Third: cortisol. If your cortisol hasn't dropped by bedtime — because your day was full and your nervous system never fully came down — your brain cannot initiate the melatonin cascade. This is why the practices from earlier in this program are so directly relevant to sleep. The breath work. The body scan. The phone-free morning. Every one of them is reducing the cortisol load that would otherwise keep you awake.
And fourth: progressive muscle relaxation — which we will practice together now.
Find a comfortable position · Read slowly
This practice is most powerful lying down, ideally in bed at the end of the day. You may find yourself falling asleep before the end — that is not a failure. That is success.
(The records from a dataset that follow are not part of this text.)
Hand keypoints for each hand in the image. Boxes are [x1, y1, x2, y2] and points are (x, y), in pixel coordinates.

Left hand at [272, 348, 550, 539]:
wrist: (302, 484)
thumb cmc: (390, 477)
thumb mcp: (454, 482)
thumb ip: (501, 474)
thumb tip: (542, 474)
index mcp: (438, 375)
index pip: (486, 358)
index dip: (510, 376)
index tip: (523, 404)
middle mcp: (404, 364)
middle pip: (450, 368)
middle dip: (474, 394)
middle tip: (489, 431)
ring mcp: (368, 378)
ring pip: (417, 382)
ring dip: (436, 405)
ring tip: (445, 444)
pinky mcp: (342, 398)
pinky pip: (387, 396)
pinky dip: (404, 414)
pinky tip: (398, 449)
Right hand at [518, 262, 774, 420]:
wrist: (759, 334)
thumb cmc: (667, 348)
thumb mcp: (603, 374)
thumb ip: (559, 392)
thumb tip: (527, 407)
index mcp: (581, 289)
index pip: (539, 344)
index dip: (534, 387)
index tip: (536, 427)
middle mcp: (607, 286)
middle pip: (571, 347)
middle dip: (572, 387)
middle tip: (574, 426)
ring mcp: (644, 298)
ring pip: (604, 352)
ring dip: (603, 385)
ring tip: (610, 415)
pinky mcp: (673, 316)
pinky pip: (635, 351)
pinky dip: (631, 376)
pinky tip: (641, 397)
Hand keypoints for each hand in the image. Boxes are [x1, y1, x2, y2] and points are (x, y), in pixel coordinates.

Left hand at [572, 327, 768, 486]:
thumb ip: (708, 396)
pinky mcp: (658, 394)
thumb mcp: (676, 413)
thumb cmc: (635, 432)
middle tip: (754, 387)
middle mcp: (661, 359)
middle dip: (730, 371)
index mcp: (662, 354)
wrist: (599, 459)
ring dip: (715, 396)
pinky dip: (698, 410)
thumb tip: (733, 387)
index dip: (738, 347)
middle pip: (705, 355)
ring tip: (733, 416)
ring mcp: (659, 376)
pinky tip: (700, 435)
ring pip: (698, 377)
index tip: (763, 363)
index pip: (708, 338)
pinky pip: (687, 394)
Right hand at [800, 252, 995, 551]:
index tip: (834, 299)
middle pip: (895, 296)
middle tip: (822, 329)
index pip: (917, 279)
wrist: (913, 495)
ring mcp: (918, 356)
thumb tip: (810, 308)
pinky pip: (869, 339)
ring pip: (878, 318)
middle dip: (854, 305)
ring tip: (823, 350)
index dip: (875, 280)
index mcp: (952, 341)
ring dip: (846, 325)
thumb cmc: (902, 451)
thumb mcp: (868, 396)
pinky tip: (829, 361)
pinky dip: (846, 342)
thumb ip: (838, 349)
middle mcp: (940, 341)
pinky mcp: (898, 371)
Lie down. Let your body settle into the surface beneath you. Feel the weight of your limbs. Let your hands rest open.
Take three slow breaths to arrive. Nothing to do. Nowhere to be.
We're going to move through the body — tensing each part gently, then releasing completely.
Begin with your feet. Curl your toes — gently squeeze, 1, 2, 3 — and release. Let them fall completely loose.
Your calves. Tighten them — hold, 2, 3 — and release. Let them sink.
Your thighs. Squeeze — hold, 2, 3 — and release. Feel them grow heavy.
Your stomach. Tighten your belly — hold, 2, 3 — and release. Let your belly be soft.
Your hands. Make fists — squeeze, 2, 3 — and release. Let your fingers fall open.
Your arms. Tense them from shoulder to fingertip — hold, 2, 3 — and release. Let them be dead weight.
Your shoulders. Lift them toward your ears — hold, 2, 3 — and release. Let them fall. Feel the relief in your neck and upper back.
Your face. Scrunch everything — eyes, nose, jaw — hold, 2, 3 — and release. Let your face go completely blank. Let your jaw fall slightly open.
Now let your whole body be heavy. Heavy and still. Let the surface beneath you hold all of it.
Breathe in... and out. In... and out. Let your eyes stay closed.
You are safe. You have done everything today that was needed. The rest can wait until morning. This — this is the only thing left.
Let go.
Sleep is not something you achieve. It is something you allow.
Your body knows how to sleep. It has done it every night since you were born. What you're doing — with everything in this program — is removing the obstacles that have been getting in the way.
Tomorrow is our final lesson together. We'll look at what has changed — and what it means to carry this forward. Not as a programme you completed, but as a way of living you're beginning.
Tonight's Reflection
“What story do you tell yourself when you go to bed? Is it kind?”